Make an exact copy of the entries below with the pictures removed.
--- Records to use Enclosed Below ---
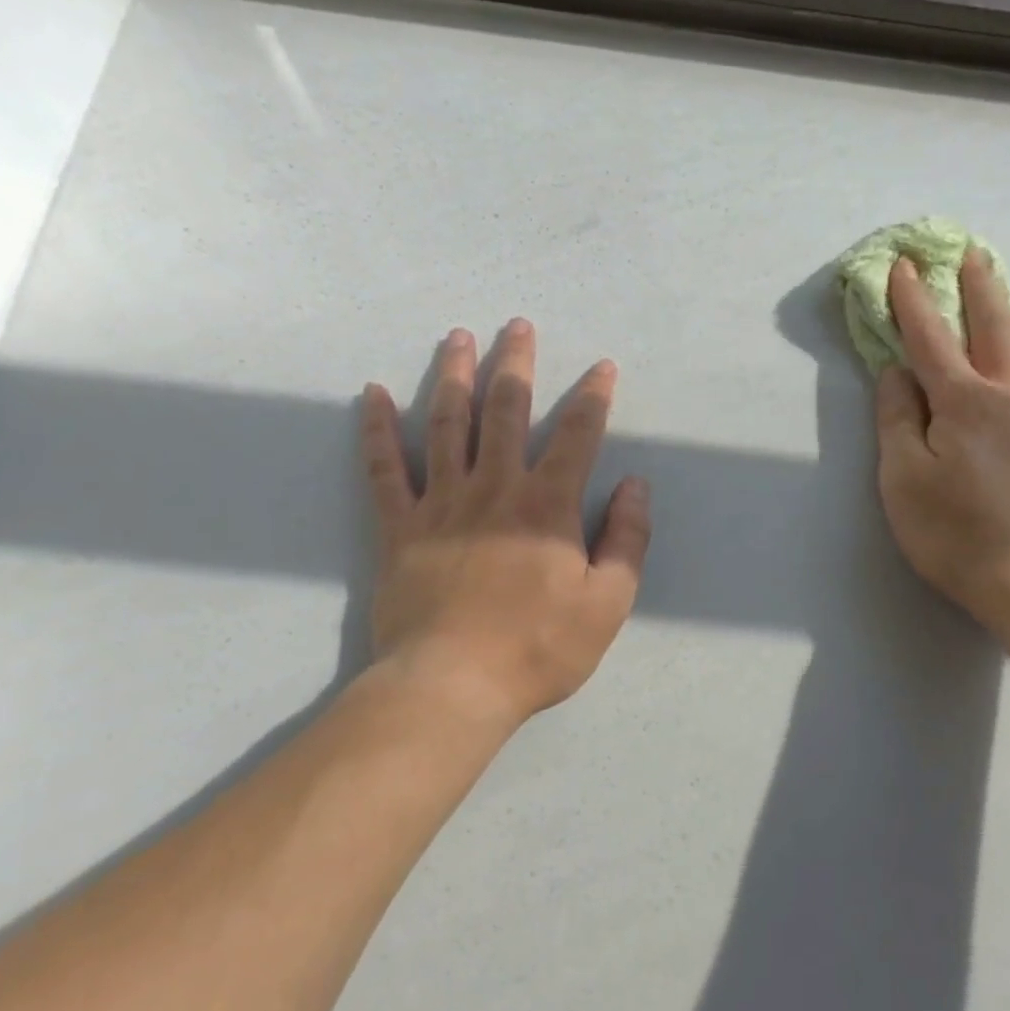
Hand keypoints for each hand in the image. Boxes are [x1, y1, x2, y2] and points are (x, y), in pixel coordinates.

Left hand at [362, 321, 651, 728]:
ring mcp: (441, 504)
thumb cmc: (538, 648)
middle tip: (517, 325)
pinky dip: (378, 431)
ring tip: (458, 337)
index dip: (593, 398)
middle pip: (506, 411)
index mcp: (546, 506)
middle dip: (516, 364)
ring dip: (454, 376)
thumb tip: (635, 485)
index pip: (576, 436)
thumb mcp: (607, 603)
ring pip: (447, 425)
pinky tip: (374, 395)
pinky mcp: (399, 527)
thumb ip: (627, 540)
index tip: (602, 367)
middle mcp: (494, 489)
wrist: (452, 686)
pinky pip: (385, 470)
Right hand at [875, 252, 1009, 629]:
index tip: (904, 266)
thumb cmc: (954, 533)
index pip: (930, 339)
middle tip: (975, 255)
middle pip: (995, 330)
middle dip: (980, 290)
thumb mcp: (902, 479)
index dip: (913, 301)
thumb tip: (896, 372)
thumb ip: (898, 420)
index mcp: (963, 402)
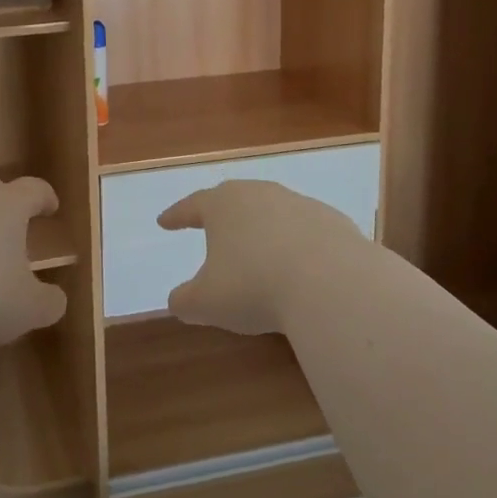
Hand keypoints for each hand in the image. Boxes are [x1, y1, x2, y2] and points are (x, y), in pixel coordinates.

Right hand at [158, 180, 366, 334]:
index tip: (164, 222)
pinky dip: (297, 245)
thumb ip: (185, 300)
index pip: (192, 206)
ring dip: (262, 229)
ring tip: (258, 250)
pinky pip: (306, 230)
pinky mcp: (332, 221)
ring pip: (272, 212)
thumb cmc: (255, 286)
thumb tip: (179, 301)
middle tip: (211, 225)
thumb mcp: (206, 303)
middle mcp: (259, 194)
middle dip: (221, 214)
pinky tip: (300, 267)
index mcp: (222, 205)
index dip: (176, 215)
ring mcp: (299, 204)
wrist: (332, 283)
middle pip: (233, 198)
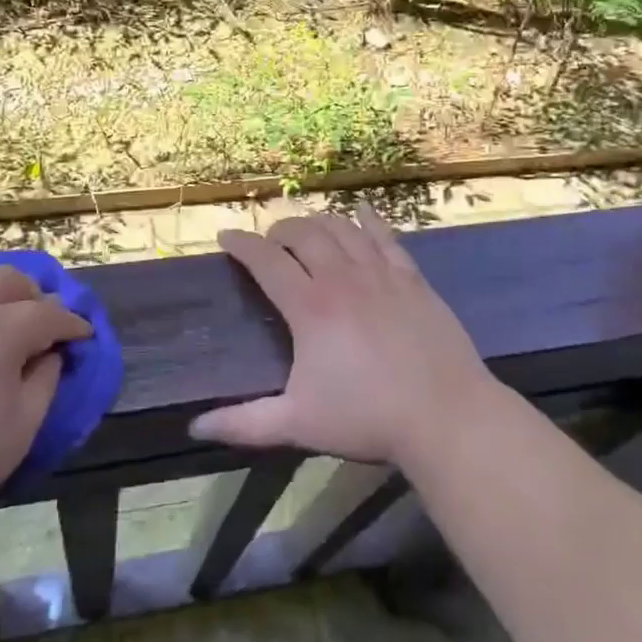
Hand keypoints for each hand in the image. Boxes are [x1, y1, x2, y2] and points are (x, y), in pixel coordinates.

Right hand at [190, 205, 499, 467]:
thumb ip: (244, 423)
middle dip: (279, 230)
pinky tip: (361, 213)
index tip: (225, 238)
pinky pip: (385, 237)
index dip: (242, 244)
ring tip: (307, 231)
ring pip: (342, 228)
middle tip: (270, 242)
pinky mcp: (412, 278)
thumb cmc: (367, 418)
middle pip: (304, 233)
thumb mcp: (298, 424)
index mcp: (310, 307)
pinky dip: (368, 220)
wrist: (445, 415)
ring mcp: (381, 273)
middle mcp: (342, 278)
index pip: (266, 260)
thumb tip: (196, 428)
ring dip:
--- End of Enclosed Records to use ---
## Written solution
Hand keypoints for each hand in the image. Boxes are [x1, y1, x2, y2] and points are (x, y), in pixel coordinates.

Left hand at [362, 321, 651, 728]:
ring mcp: (441, 504)
thumb cmc: (538, 648)
middle tip: (517, 325)
pinky dip: (378, 431)
ring tip: (458, 337)
index dip: (593, 398)
middle pip: (506, 411)
index mcp: (546, 506)
middle dip: (516, 364)
ring dip: (454, 376)
thumb tip: (635, 485)
index pip: (576, 436)
thumb mcp: (607, 603)
ring pip: (447, 425)
pinky tip: (374, 395)
pinky mcp: (399, 527)
thumb ip: (627, 540)
index tip: (602, 367)
middle mcp: (494, 489)
wrist: (452, 686)
pinky pip: (385, 470)
Right hand at [875, 252, 1009, 629]:
index tip: (904, 266)
thumb cmc: (954, 533)
index pip: (930, 339)
middle tip: (975, 255)
middle pip: (995, 330)
middle dip: (980, 290)
thumb mcp: (902, 479)
index dip: (913, 301)
thumb tip: (896, 372)
thumb ip: (898, 420)
index mcp: (963, 402)
Hand keypoints for each hand in the image. Boxes are [x1, y1, x2, y2] and points are (x, y), in pixel coordinates.

Right hand at [158, 180, 366, 334]:
index tip: (164, 222)
pinky dip: (297, 245)
thumb ip: (185, 300)
index pip: (192, 206)
ring dip: (262, 229)
ring tip: (258, 250)
pinky pip: (306, 230)
pinky mcp: (332, 221)
ring pip: (272, 212)
thumb cmc: (255, 286)
thumb tip: (179, 301)
middle tip: (211, 225)
thumb mcp: (206, 303)
middle mcp: (259, 194)
middle dip: (221, 214)
pinky tip: (300, 267)
index mcp: (222, 205)
index dip: (176, 215)
ring mcp: (299, 204)
wrist: (332, 283)
middle pip: (233, 198)
Hand keypoints for each hand in the image. Boxes are [x1, y1, x2, y2] and points are (x, y), in pixel coordinates.

Right hand at [190, 205, 499, 467]:
thumb ip: (244, 423)
middle dip: (279, 230)
pinky tip: (361, 213)
index tip: (225, 238)
pinky pip: (385, 237)
index dip: (242, 244)
ring tip: (307, 231)
ring pip: (342, 228)
middle tip: (270, 242)
pinky mcp: (412, 278)
thumb cmc: (367, 418)
middle pip: (304, 233)
thumb mcp: (298, 424)
index mcp: (310, 307)
pinky dip: (368, 220)
wrist: (445, 415)
ring mcp: (381, 273)
middle mcp: (342, 278)
index pip: (266, 260)
thumb tip: (196, 428)
ring dip:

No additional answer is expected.